If you use -fpic, you can use a single copy of the code in memory
for 87 programs using it simultaneously at 29 different load
addresses. If you don't use -fpic, you need at least 29 different
copies because the linker/loader needs to put different addresses
in the different copies.
It is possible that if you don't use -fpic, the system won't even
TRY to share it. The recipe to build a shared library may *require*
-fpic. Otherwise you have a non-shared library which is linked
(copied) into the executable.
> If you compile with -fpic, the code generated can be loaded at any address
> but will be slightly slower.
Here are some examples in a hypothetical assembly language that probably
matches no real machine but is close to a lot of them.

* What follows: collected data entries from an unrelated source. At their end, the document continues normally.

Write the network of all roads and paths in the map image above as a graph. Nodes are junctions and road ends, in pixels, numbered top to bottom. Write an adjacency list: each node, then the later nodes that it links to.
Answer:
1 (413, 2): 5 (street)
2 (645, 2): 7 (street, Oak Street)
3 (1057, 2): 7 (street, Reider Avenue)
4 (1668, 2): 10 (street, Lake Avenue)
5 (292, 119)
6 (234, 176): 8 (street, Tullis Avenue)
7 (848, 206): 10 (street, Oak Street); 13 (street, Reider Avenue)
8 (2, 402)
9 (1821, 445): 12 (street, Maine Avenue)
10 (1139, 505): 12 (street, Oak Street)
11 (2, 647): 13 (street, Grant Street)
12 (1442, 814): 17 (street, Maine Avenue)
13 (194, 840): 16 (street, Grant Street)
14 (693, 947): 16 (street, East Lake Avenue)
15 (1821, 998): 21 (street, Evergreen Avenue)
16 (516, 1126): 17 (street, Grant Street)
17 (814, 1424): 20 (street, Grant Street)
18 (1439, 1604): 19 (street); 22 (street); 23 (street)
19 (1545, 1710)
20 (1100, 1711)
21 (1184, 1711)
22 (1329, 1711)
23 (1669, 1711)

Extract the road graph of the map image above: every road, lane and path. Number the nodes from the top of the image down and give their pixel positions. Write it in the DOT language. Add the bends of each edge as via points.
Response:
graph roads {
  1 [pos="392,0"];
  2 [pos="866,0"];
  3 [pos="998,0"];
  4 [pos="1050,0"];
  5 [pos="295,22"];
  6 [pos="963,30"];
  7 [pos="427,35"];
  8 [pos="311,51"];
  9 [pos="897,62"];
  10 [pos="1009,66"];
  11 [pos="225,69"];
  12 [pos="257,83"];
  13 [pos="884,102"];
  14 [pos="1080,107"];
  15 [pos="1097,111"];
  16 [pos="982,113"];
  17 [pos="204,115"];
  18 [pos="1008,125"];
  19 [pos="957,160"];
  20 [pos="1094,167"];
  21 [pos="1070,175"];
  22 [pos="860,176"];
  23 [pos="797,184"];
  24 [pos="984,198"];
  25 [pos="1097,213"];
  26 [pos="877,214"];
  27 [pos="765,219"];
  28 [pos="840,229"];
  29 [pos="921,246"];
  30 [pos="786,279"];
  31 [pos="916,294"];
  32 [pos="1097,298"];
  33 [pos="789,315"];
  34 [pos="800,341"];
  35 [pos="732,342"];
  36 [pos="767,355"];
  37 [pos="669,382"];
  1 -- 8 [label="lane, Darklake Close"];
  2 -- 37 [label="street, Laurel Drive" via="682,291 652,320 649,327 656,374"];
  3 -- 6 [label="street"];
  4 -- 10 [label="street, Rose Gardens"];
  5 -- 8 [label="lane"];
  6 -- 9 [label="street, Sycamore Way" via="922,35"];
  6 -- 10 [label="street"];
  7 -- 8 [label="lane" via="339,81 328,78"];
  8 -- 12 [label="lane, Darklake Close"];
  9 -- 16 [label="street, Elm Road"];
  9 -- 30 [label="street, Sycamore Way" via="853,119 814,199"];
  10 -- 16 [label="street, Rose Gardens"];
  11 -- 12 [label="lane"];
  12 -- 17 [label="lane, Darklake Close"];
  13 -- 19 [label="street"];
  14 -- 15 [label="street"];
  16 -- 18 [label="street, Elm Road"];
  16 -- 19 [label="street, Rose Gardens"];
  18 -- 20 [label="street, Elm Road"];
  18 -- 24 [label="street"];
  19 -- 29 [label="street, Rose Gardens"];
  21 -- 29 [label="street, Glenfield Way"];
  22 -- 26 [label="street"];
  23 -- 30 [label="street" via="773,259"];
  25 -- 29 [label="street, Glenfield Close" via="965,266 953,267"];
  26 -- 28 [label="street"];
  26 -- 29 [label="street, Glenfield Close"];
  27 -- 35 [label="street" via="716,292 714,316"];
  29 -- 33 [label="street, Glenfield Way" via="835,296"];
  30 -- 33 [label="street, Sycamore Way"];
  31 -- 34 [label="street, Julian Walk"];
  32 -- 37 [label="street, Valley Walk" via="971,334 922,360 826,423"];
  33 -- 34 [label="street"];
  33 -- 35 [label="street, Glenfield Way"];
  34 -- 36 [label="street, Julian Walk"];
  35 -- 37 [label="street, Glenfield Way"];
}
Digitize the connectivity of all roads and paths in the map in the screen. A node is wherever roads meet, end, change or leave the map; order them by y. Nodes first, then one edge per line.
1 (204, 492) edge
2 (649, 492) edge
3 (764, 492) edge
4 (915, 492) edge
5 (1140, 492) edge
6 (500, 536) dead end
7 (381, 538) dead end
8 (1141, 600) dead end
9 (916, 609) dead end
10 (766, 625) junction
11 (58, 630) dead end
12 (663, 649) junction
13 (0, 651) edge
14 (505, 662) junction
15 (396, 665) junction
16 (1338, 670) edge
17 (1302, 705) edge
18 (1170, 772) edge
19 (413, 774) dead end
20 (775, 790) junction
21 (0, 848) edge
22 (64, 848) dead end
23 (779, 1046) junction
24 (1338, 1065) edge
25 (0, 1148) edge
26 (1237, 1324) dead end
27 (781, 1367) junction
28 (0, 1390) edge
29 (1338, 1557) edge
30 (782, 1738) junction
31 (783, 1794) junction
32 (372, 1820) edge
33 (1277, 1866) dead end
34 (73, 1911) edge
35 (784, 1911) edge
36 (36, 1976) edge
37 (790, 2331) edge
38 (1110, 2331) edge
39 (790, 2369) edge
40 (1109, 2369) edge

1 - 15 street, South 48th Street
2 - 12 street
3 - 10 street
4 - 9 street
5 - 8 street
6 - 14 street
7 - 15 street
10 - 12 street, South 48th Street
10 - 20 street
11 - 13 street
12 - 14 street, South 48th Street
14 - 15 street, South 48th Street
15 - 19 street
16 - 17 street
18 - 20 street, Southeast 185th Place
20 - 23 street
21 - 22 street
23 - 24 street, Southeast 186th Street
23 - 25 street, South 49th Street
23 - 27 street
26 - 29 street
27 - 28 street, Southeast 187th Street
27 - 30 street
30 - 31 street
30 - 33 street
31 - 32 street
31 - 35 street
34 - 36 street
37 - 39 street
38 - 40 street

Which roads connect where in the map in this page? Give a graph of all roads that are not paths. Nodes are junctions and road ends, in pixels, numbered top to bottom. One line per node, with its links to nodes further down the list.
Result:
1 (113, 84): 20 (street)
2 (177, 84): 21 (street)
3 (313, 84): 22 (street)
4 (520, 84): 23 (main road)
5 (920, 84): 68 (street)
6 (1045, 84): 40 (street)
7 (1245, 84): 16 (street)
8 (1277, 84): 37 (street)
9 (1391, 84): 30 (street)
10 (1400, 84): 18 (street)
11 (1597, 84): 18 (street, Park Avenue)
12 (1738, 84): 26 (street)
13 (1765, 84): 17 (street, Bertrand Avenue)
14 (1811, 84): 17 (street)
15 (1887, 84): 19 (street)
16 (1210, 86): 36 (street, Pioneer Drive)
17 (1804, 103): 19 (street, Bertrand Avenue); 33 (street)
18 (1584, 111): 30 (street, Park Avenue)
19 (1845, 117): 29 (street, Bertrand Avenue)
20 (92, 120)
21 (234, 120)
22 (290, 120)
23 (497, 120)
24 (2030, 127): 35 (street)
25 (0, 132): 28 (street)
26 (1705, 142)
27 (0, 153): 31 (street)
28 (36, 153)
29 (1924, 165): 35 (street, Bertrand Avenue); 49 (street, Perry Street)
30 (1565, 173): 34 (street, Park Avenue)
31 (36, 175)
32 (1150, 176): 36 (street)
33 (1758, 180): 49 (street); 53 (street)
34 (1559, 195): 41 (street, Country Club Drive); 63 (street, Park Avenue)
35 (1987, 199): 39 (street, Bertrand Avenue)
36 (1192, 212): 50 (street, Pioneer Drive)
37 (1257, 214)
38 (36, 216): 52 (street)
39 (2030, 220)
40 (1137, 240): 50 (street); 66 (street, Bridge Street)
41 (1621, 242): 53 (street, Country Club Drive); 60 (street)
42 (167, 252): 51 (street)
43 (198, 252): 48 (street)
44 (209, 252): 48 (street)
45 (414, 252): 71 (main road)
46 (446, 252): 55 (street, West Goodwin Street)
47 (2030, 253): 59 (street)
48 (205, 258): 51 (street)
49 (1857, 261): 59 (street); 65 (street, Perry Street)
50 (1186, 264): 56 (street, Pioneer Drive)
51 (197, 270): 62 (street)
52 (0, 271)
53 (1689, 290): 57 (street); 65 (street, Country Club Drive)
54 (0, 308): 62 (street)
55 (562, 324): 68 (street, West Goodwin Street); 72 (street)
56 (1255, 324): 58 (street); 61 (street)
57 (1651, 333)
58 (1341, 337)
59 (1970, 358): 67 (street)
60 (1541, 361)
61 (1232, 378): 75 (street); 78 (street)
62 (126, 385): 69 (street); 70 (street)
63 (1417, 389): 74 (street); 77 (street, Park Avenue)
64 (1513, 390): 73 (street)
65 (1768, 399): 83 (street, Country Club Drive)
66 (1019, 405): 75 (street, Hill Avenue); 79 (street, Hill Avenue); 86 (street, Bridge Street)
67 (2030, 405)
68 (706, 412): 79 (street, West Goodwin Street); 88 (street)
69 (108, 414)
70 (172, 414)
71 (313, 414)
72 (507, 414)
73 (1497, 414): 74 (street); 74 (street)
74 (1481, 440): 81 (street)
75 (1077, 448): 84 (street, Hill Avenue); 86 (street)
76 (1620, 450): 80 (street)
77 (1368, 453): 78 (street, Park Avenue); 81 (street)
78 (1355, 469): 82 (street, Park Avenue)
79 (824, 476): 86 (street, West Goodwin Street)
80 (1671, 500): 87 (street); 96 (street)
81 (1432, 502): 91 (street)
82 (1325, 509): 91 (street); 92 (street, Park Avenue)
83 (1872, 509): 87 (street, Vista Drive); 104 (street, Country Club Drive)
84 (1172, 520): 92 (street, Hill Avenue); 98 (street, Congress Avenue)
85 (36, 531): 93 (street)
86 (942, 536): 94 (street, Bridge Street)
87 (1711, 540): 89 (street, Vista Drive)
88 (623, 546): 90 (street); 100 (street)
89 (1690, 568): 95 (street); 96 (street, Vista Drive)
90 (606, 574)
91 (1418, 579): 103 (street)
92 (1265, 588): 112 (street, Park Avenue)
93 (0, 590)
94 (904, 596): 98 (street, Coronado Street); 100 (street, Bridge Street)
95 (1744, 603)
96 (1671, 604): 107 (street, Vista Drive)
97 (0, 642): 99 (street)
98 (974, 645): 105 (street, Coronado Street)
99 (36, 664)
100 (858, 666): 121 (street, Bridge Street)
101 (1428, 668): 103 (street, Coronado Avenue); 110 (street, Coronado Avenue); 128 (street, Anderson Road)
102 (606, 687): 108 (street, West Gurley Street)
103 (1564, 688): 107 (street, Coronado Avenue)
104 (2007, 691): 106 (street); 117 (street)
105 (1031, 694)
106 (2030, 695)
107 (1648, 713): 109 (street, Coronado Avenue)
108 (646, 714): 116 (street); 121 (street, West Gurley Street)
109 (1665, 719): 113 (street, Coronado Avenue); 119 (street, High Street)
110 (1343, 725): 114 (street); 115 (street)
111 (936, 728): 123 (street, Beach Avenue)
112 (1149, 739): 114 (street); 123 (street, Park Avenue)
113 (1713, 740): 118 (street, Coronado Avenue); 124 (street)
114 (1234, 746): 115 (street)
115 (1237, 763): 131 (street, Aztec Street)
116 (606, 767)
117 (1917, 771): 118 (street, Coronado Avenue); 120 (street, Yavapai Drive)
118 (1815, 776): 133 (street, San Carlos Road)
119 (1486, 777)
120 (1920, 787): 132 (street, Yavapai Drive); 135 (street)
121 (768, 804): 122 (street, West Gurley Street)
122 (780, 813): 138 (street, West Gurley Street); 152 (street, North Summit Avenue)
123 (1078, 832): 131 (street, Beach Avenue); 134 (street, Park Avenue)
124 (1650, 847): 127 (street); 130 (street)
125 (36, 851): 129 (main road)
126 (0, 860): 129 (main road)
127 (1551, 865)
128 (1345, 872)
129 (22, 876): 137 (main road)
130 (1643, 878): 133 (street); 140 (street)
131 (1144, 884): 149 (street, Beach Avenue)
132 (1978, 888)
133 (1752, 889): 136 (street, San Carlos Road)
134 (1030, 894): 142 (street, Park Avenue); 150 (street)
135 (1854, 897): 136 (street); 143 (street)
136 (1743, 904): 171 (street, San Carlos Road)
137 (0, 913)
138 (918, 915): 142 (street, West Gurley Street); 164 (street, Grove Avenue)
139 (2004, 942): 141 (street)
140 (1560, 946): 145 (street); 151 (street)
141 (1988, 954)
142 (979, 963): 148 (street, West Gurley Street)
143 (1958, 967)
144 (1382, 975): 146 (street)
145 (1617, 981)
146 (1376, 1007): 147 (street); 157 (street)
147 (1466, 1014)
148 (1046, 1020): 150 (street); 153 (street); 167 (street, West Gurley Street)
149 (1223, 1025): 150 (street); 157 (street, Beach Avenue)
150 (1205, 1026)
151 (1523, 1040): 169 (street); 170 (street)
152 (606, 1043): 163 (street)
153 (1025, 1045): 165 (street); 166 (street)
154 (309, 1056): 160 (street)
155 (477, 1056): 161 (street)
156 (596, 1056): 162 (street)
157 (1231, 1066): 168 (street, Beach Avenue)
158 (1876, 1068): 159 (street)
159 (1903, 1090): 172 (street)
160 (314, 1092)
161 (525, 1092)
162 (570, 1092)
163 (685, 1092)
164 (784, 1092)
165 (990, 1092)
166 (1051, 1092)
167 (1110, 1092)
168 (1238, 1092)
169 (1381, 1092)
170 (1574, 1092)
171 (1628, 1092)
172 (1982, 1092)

If the program can use the Program Counter (it might have a different
name, like Instruction Counter, for various CPUs) as an index
register, the code will likely contain instructions like:
jp <some_constant>(PC)
rather than
jp <relocatable_address>
If it can't, -fpic will probably start off the code with something like:
load PC, R8172 ; the destiation for "load" is on the right
; in this assembly language.
where Register 8172 will be loaded with an address relative to the
base address for the code segment. (It may need to save and restore
Register 8172 for the caller, also). Branches within the code
look like like:
jp <some_constant>(R8172)
Data references may be made relative to the program counter or the
base address register also.
The use of an index register typically slows down the instruction
by one or a few clock cycles compared to not using an index register.
So do instructions used to set up registers needed only for
position-independence. An added complication: if it is possible
to use an instruction with an index register and a short offset
(say, 16 bits instead of 64 bits), not loading the other 6 bytes
from an instruction may cancel out the cost of an index register,
but only if the library is small enough to have all the branches
"reach" with a 16-bit offset.
There's a trade-off here:
Using -fpic:
- Allows sharing all the copies in use simultaneously.
- The code is slightly slower.
Not using -fpic:
- Does not allow sharing the copies, which requires more
memory, which may involve more paging/swapping, which
slows things down.
- Loading more copies also requires more CPU.
- The code needed to apply relocation patches to the copies
requires time to execute, and possibly more disk I/O to
read this information from the executable. This may end
up slower than -fpic.
Which is better may depend on the library (the C library, used by
almost every program, vs. the Egyptian Hieroglyphics to Klingon
translation library, which is hardly ever used at all, vs. a graphics
library which is heavily used by the X server on the one and only
set of display hardware on this system (so more than one copy is
never used).